### BRIEF
In your reply, repeat every entry exactly and skip over each picture.

### EXERCISE MATERIAL

== Segment start ==

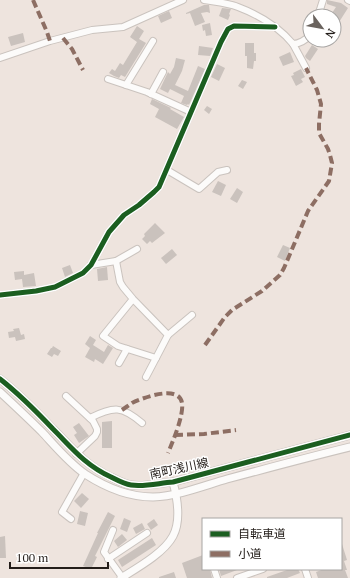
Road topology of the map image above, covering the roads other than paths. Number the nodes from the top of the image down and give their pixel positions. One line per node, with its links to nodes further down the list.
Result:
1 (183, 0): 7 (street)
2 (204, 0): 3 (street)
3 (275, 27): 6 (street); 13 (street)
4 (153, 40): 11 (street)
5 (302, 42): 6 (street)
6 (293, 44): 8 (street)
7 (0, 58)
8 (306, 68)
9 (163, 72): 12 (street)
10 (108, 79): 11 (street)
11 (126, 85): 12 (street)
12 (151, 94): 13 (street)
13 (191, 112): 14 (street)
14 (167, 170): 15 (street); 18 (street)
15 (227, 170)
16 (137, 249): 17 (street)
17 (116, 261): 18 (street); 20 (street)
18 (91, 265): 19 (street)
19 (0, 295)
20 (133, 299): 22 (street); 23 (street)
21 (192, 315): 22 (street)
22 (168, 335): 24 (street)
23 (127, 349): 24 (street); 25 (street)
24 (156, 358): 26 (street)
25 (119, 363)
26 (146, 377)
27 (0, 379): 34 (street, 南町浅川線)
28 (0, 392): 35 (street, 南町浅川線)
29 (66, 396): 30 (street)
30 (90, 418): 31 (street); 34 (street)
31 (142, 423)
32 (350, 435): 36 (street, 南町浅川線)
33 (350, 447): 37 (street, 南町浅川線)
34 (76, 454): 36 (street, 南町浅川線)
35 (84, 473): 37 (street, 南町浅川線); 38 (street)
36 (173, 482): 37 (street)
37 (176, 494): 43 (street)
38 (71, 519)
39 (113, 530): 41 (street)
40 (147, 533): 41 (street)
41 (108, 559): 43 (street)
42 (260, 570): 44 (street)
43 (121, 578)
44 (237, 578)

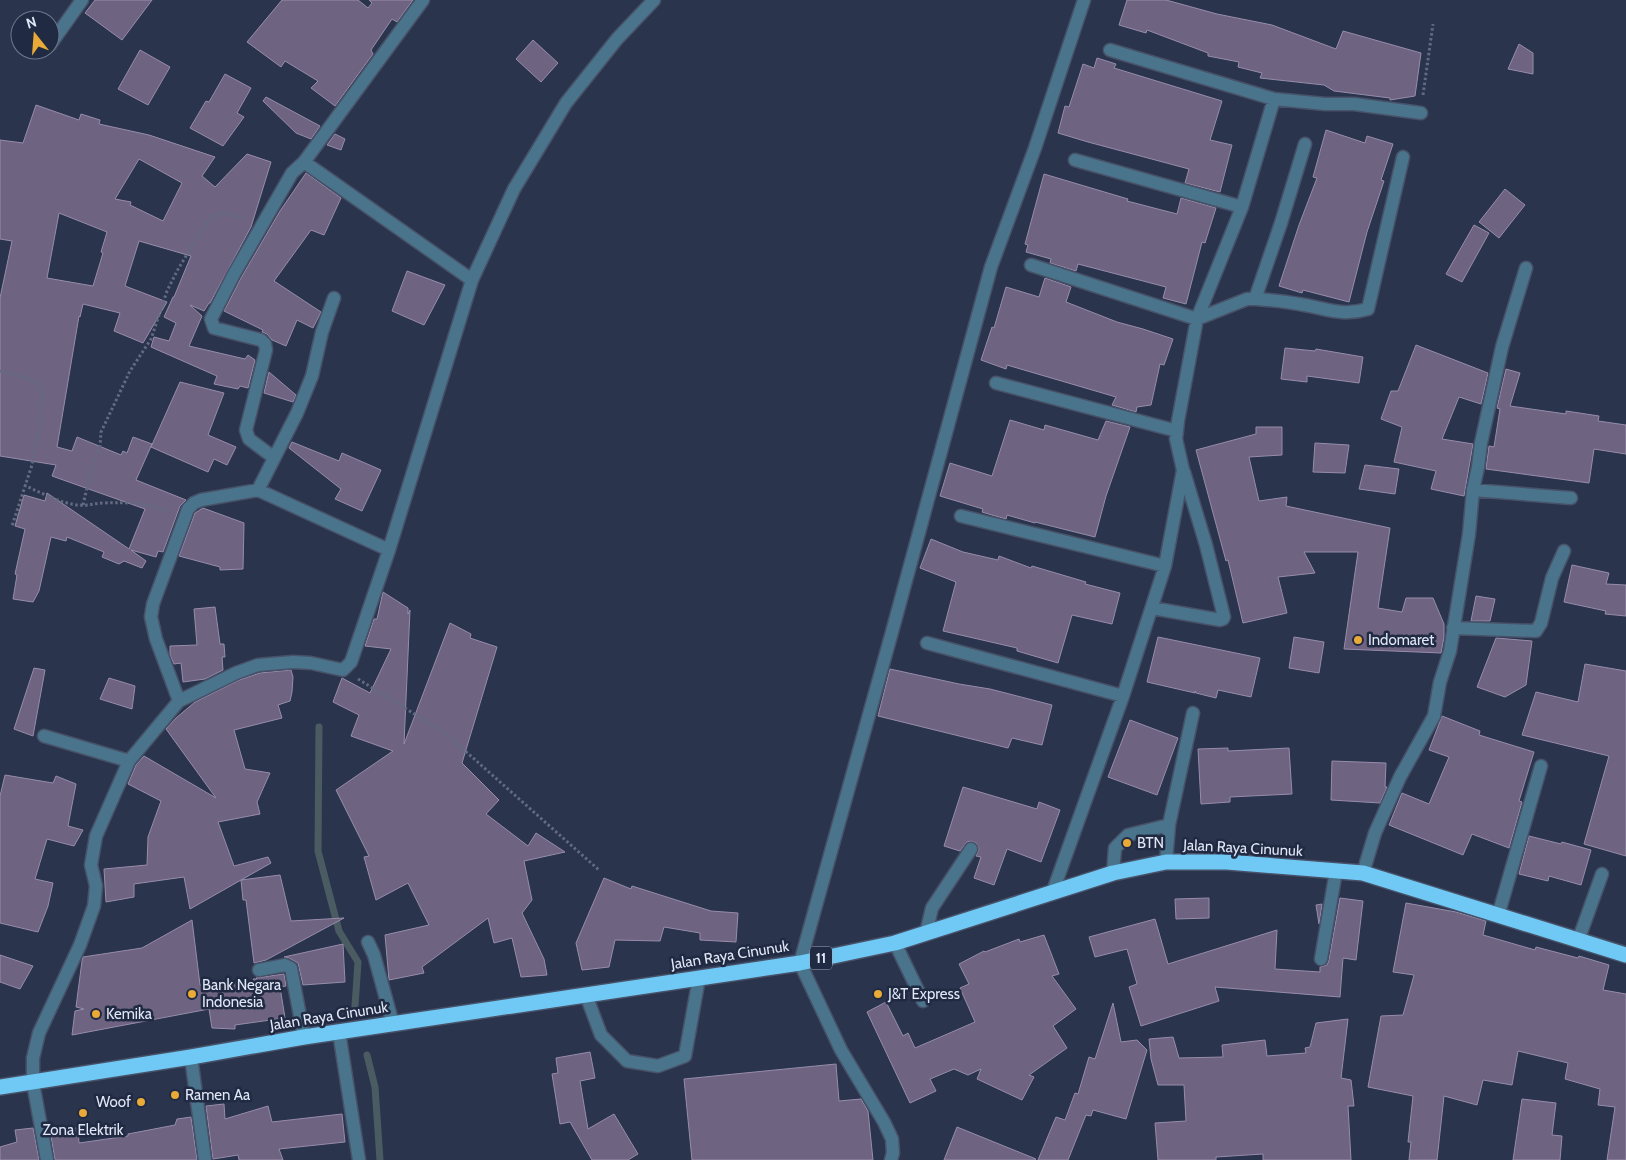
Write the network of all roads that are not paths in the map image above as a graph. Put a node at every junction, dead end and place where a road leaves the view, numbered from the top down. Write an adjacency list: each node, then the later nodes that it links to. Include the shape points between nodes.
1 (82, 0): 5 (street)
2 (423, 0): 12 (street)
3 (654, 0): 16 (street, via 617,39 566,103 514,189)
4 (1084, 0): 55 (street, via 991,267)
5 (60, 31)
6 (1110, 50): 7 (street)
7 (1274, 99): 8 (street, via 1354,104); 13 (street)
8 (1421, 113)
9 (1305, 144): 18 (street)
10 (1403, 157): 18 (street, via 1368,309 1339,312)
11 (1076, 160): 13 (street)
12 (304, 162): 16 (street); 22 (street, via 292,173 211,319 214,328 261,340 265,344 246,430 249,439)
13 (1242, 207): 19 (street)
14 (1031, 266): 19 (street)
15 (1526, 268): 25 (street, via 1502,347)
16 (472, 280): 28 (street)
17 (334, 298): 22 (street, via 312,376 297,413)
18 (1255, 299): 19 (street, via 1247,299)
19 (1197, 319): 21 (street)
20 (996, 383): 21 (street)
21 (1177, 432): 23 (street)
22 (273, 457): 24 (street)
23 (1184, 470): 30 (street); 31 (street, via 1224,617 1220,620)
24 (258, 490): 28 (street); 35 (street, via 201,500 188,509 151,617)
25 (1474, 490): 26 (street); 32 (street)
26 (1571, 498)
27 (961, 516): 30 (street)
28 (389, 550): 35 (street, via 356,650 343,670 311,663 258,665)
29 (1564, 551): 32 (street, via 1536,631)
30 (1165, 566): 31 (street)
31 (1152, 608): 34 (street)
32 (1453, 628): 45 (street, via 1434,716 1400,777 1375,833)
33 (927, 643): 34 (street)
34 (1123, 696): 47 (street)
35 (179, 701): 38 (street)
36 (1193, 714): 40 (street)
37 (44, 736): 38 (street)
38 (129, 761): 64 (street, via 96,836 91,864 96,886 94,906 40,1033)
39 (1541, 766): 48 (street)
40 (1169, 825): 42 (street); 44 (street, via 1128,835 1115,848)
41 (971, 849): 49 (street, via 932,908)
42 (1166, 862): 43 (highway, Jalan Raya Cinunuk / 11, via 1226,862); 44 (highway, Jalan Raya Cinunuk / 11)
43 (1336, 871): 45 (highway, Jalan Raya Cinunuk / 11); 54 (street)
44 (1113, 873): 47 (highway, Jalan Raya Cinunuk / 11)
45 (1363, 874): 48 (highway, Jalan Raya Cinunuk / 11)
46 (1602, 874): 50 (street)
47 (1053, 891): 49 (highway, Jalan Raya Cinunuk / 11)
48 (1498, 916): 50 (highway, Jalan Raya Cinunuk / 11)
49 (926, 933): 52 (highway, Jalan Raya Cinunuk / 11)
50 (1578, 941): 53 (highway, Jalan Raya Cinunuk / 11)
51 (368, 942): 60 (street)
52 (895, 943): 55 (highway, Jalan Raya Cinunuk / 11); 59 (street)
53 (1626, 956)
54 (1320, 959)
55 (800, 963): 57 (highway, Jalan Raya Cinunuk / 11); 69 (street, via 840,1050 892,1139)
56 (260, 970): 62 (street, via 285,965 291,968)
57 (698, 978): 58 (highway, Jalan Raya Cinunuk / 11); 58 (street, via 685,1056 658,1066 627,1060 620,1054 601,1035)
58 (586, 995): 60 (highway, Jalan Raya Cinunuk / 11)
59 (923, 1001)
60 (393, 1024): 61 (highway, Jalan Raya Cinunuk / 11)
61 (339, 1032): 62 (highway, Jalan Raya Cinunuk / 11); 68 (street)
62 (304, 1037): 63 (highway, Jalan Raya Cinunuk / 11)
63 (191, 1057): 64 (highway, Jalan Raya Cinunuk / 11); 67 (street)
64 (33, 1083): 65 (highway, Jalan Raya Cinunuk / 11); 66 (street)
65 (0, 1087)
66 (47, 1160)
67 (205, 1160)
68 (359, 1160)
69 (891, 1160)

== Segment end ==

### WRITTEN SOLUTION
Road topology of the map image above, covering the roads other than paths. Number the nodes from the top of the image down and give their pixel positions. One line per node, with its links to nodes further down the list.
Result:
1 (183, 0): 7 (street)
2 (204, 0): 3 (street)
3 (275, 27): 6 (street); 13 (street)
4 (153, 40): 11 (street)
5 (302, 42): 6 (street)
6 (293, 44): 8 (street)
7 (0, 58)
8 (306, 68)
9 (163, 72): 12 (street)
10 (108, 79): 11 (street)
11 (126, 85): 12 (street)
12 (151, 94): 13 (street)
13 (191, 112): 14 (street)
14 (167, 170): 15 (street); 18 (street)
15 (227, 170)
16 (137, 249): 17 (street)
17 (116, 261): 18 (street); 20 (street)
18 (91, 265): 19 (street)
19 (0, 295)
20 (133, 299): 22 (street); 23 (street)
21 (192, 315): 22 (street)
22 (168, 335): 24 (street)
23 (127, 349): 24 (street); 25 (street)
24 (156, 358): 26 (street)
25 (119, 363)
26 (146, 377)
27 (0, 379): 34 (street, 南町浅川線)
28 (0, 392): 35 (street, 南町浅川線)
29 (66, 396): 30 (street)
30 (90, 418): 31 (street); 34 (street)
31 (142, 423)
32 (350, 435): 36 (street, 南町浅川線)
33 (350, 447): 37 (street, 南町浅川線)
34 (76, 454): 36 (street, 南町浅川線)
35 (84, 473): 37 (street, 南町浅川線); 38 (street)
36 (173, 482): 37 (street)
37 (176, 494): 43 (street)
38 (71, 519)
39 (113, 530): 41 (street)
40 (147, 533): 41 (street)
41 (108, 559): 43 (street)
42 (260, 570): 44 (street)
43 (121, 578)
44 (237, 578)

Write the network of all roads that are not paths in the map image above as a graph. Put a node at every junction, dead end and place where a road leaves the view, numbered from the top down. Write an adjacency list: each node, then the later nodes that it links to. Include the shape points between nodes.
1 (82, 0): 5 (street)
2 (423, 0): 12 (street)
3 (654, 0): 16 (street, via 617,39 566,103 514,189)
4 (1084, 0): 55 (street, via 991,267)
5 (60, 31)
6 (1110, 50): 7 (street)
7 (1274, 99): 8 (street, via 1354,104); 13 (street)
8 (1421, 113)
9 (1305, 144): 18 (street)
10 (1403, 157): 18 (street, via 1368,309 1339,312)
11 (1076, 160): 13 (street)
12 (304, 162): 16 (street); 22 (street, via 292,173 211,319 214,328 261,340 265,344 246,430 249,439)
13 (1242, 207): 19 (street)
14 (1031, 266): 19 (street)
15 (1526, 268): 25 (street, via 1502,347)
16 (472, 280): 28 (street)
17 (334, 298): 22 (street, via 312,376 297,413)
18 (1255, 299): 19 (street, via 1247,299)
19 (1197, 319): 21 (street)
20 (996, 383): 21 (street)
21 (1177, 432): 23 (street)
22 (273, 457): 24 (street)
23 (1184, 470): 30 (street); 31 (street, via 1224,617 1220,620)
24 (258, 490): 28 (street); 35 (street, via 201,500 188,509 151,617)
25 (1474, 490): 26 (street); 32 (street)
26 (1571, 498)
27 (961, 516): 30 (street)
28 (389, 550): 35 (street, via 356,650 343,670 311,663 258,665)
29 (1564, 551): 32 (street, via 1536,631)
30 (1165, 566): 31 (street)
31 (1152, 608): 34 (street)
32 (1453, 628): 45 (street, via 1434,716 1400,777 1375,833)
33 (927, 643): 34 (street)
34 (1123, 696): 47 (street)
35 (179, 701): 38 (street)
36 (1193, 714): 40 (street)
37 (44, 736): 38 (street)
38 (129, 761): 64 (street, via 96,836 91,864 96,886 94,906 40,1033)
39 (1541, 766): 48 (street)
40 (1169, 825): 42 (street); 44 (street, via 1128,835 1115,848)
41 (971, 849): 49 (street, via 932,908)
42 (1166, 862): 43 (highway, Jalan Raya Cinunuk / 11, via 1226,862); 44 (highway, Jalan Raya Cinunuk / 11)
43 (1336, 871): 45 (highway, Jalan Raya Cinunuk / 11); 54 (street)
44 (1113, 873): 47 (highway, Jalan Raya Cinunuk / 11)
45 (1363, 874): 48 (highway, Jalan Raya Cinunuk / 11)
46 (1602, 874): 50 (street)
47 (1053, 891): 49 (highway, Jalan Raya Cinunuk / 11)
48 (1498, 916): 50 (highway, Jalan Raya Cinunuk / 11)
49 (926, 933): 52 (highway, Jalan Raya Cinunuk / 11)
50 (1578, 941): 53 (highway, Jalan Raya Cinunuk / 11)
51 (368, 942): 60 (street)
52 (895, 943): 55 (highway, Jalan Raya Cinunuk / 11); 59 (street)
53 (1626, 956)
54 (1320, 959)
55 (800, 963): 57 (highway, Jalan Raya Cinunuk / 11); 69 (street, via 840,1050 892,1139)
56 (260, 970): 62 (street, via 285,965 291,968)
57 (698, 978): 58 (highway, Jalan Raya Cinunuk / 11); 58 (street, via 685,1056 658,1066 627,1060 620,1054 601,1035)
58 (586, 995): 60 (highway, Jalan Raya Cinunuk / 11)
59 (923, 1001)
60 (393, 1024): 61 (highway, Jalan Raya Cinunuk / 11)
61 (339, 1032): 62 (highway, Jalan Raya Cinunuk / 11); 68 (street)
62 (304, 1037): 63 (highway, Jalan Raya Cinunuk / 11)
63 (191, 1057): 64 (highway, Jalan Raya Cinunuk / 11); 67 (street)
64 (33, 1083): 65 (highway, Jalan Raya Cinunuk / 11); 66 (street)
65 (0, 1087)
66 (47, 1160)
67 (205, 1160)
68 (359, 1160)
69 (891, 1160)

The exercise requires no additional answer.